1994 Memorial Cup

Tournament details
- Venue(s): Colisée de Laval Laval, Quebec
- Dates: May 14–22, 1994
- Teams: 4
- Host team: Laval Titan (QMJHL)
- TV partner: TSN

Final positions
- Champions: Kamloops Blazers (WHL) (2nd title)

Tournament statistics
- Games played: 8

= 1994 Memorial Cup =

Canadian junior men's ice hockey championship

The Memorial Cup trophy

The 1994 Memorial Cup was held May 14–22 at the Colisée de Laval in Laval, Quebec. It was the 76th annual Memorial Cup competition and determined the major junior ice hockey champion of the Canadian Hockey League (CHL). Participating teams were the host Laval Titan from the Quebec Major Junior Hockey League, as well as the winners of the Quebec Major Junior Hockey League, Ontario Hockey League and Western Hockey League, which were the Chicoutimi Saguenéens, North Bay Centennials and Kamloops Blazers. Kamloops won their second Memorial Cup, defeating Laval in the final game.

==Teams==

===Chicoutimi Saguenéens===
The Chicoutimi Saguenéens represented the QMJHL at the 1994 Memorial Cup. The Saguenéens finished in first place in the Dilio Division during the 1993–94 season, as they posted a record of 43-24-5, earning 91 points. Chicoutimi was the second highest scoring team in the thirteen team league, as the accumulated 340 goals. Defensively, the Saguenéens allowed 254 goals, which was the fourth fewest allowed. In the first round of the post-season, Chicoutimi defeated the Granby Bisons four games to one, advancing to the QMJHL quarter-finals. The next round of the post-season was a six team, six game round robin tournament, with the top four teams advancing to the QMJHL semi-finals. The Saguenéens finished the round robin with a 3-3-0 record, as they finished in a fourth place tie with the Sherbrooke Faucons. Chicoutimi faced Sherbrooke in the tie-breaking game, as they defeated the Faucons 4–2 to win the game and advance to the next round of the post-season. In the QMJHL semi-finals, the Saguenéens faced off against the Hull Olympiques. The series went the full seven games, as Chicoutimi was able to defeat Hull in game seven, advancing to the President's Cup. In the championship round, the Saguenéens met the Laval Titan, the top ranked team in the league during the regular season. Chicoutimi defeated Laval four games to two to win the QMJHL championship and earn a berth into the 1994 Memorial Cup.

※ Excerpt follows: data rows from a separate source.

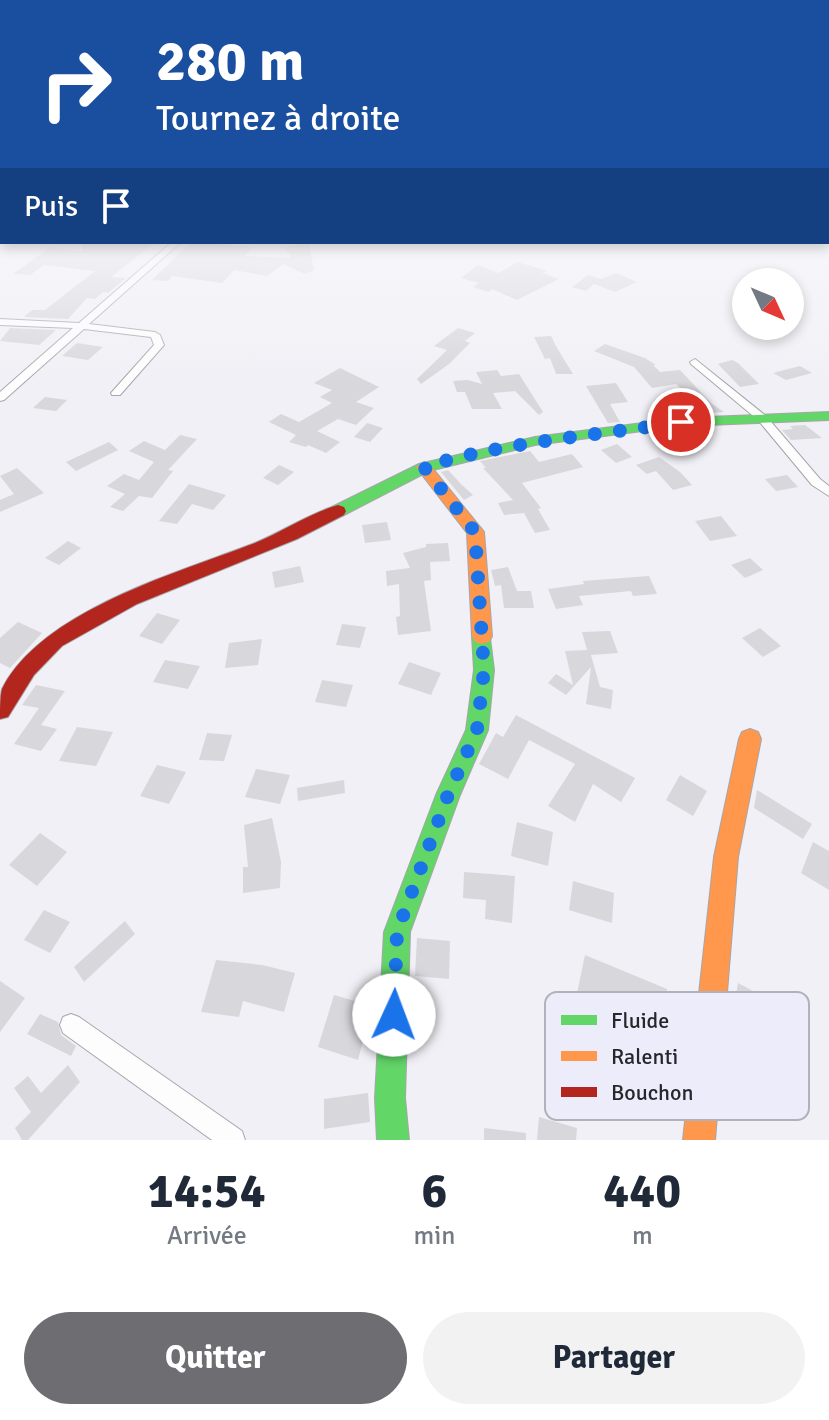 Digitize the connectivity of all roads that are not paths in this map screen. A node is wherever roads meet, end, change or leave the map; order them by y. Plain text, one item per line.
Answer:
1 (138, 276) edge
2 (0, 322) edge
3 (82, 326) junction
4 (695, 362) dead end
5 (116, 393) dead end
6 (0, 398) edge
7 (829, 416) edge
8 (762, 418) junction
9 (424, 467) junction
10 (829, 492) edge
11 (0, 710) edge
12 (750, 739) dead end
13 (713, 992) edge
14 (71, 1025) dead end
15 (701, 1120) edge
16 (233, 1140) edge
17 (393, 1140) edge
18 (699, 1140) edge

1 - 3 street
2 - 3 street
3 - 5 street
3 - 6 street
4 - 8 street
7 - 8 street
8 - 9 street
8 - 10 street
9 - 11 street
9 - 17 street
12 - 13 street
14 - 16 street
15 - 18 street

The Saguenéens offense was led by Michel St. Jacques, as he led the team with 58 goals and 126 points in 62 games. His point total was the third highest in the QMJHL during the season. During the post-season, St. Jacques scored a team high 20 goals in 27 games. Following the season, he was awarded the Transamerica Plaque as he led the QMJHL with a +64 rating. Danny Beauregard scored 39 goals and 121 points in 61 games, ranking him second on team scoring, and sixth in overall league scoring. In the post-season, Beauregard led the Saguenéens with 16 goals and 43 points in 27 games. Aleksey Lozhkin, an import player from Belarus, scored 40 goals and 107 points in 66 games in his first QMJHL season. In the post-season, he scored nine goals and 42 points in 27 games. On defense, Steve Gosselin led Chicoutimi, as in 68 games, he scored 29 goals and 106 points. This gave the Saguenéens four players with 100+ points during the regular season. Gosselin was awarded the Shell Cup - Defensive as QMJHL Defensive Player of the Year. Gosselin was also awarded the Emile Bouchard Trophy as QMJHL Defenceman of the Year. In goal, Chicoutimi was led by top goaltending prospect Eric Fichaud. Fichaud earned a 37-21-3 record with a 3.30 GAA in 63 games played. In the post-season, Fichaud earned a 16–10 record with a 3.30 GAA and a .892 save percentage. Fichaud was awarded the Guy Lafleur Trophy as QMJHL Playoff MVP, as well as the Mike Bossy Trophy as the Best Pro Prospect in the QMJHL. Fichaud would be selected in the first round, 16th overall, by the Toronto Maple Leafs at the 1994 NHL entry draft.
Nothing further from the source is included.